Tuttavia dal punto di vista culturale (e ancor più politico) siamo così
imbevuti di questa ideologia da far fatica a pensare che possano esistere modi
diversi di benessere. Implicitamente funziona una sorta di automatismo
antropologico secondo cui abbandonare questa strada significherebbe regredire
nel passato del sottosviluppo. Le idee e le abitudini (ancorché sbagliate e
destituite di fondamento) sono tenaci a morire (proprio come il berlusconismo)
e tendono a persistere anche quando ormai sono mutate le condizioni che le
hanno prodotte, se nel frattempo non si affermano nuove idee e nuove abitudini
più convincenti e più adeguate al cambiamento.

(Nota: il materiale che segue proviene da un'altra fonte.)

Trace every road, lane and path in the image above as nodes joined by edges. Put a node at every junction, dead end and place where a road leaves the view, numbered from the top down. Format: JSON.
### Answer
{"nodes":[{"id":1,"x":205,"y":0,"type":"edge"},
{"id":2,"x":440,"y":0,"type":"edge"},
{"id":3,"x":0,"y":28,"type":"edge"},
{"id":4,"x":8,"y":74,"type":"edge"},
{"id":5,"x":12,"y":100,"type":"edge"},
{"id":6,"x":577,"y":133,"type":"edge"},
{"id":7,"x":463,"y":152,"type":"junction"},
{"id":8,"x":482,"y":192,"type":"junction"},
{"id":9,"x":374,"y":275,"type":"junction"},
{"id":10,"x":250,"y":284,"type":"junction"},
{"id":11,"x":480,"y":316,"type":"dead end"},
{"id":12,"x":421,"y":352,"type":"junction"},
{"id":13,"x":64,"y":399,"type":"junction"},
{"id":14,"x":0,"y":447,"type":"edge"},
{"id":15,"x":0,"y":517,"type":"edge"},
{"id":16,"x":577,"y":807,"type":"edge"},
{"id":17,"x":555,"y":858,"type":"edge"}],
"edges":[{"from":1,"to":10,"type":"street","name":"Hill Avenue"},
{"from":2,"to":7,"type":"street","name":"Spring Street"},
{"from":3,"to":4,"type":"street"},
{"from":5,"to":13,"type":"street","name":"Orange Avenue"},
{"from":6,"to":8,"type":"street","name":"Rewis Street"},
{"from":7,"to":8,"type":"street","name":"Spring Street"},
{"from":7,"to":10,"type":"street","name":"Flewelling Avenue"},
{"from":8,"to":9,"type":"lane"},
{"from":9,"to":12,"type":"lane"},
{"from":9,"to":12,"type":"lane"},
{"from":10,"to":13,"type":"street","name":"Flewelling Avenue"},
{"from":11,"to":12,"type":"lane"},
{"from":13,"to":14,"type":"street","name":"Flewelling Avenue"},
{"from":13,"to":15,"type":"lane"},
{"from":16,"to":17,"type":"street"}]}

Sto parlando, per intenderci, di quella cosa chiamata da Gregory Bateson
«ecologia delle idee». Bateson soleva dire che se vogliamo raggiungere un fine,
diciamo così, ecologico allora anche i mezzi che utilizziamo per raggiungere
questo fine devono essere altrettanto ecologici. Molti dei nostri comportamenti
di sinistra peccano di questo vizio, una sorta di scissione (antiecologica) tra
pensiero ed azione ogni qualvolta, ad esempio, che un'amministrazione (di
sinistra) ritiene (e decide di conseguenza) che fare grandi opere, celebrare
grandi eventi, far diventare le nostre città come Barcellona o Parigi o Dubai,
sia un segno di modernizzazione. Tutto questo per dire che nel grande convegno
annunciato (e benvenuto nel panorama italiano) da Asor Rosa sul tema «disastro
Italia», sarebbe forse opportuno lasciare lo spazio e l'opportunità per parlare
anche del disastro conseguente alle nostre idee antiecologiche (non meno
dannose dei combustibili fossili) che pure albergano nella sinistra. Idee come:
competizione, efficacia, efficienza, modernismo, innovazione, velocità (alta
velocità)... e la lista sarebbe assai lunga a volerla stendere.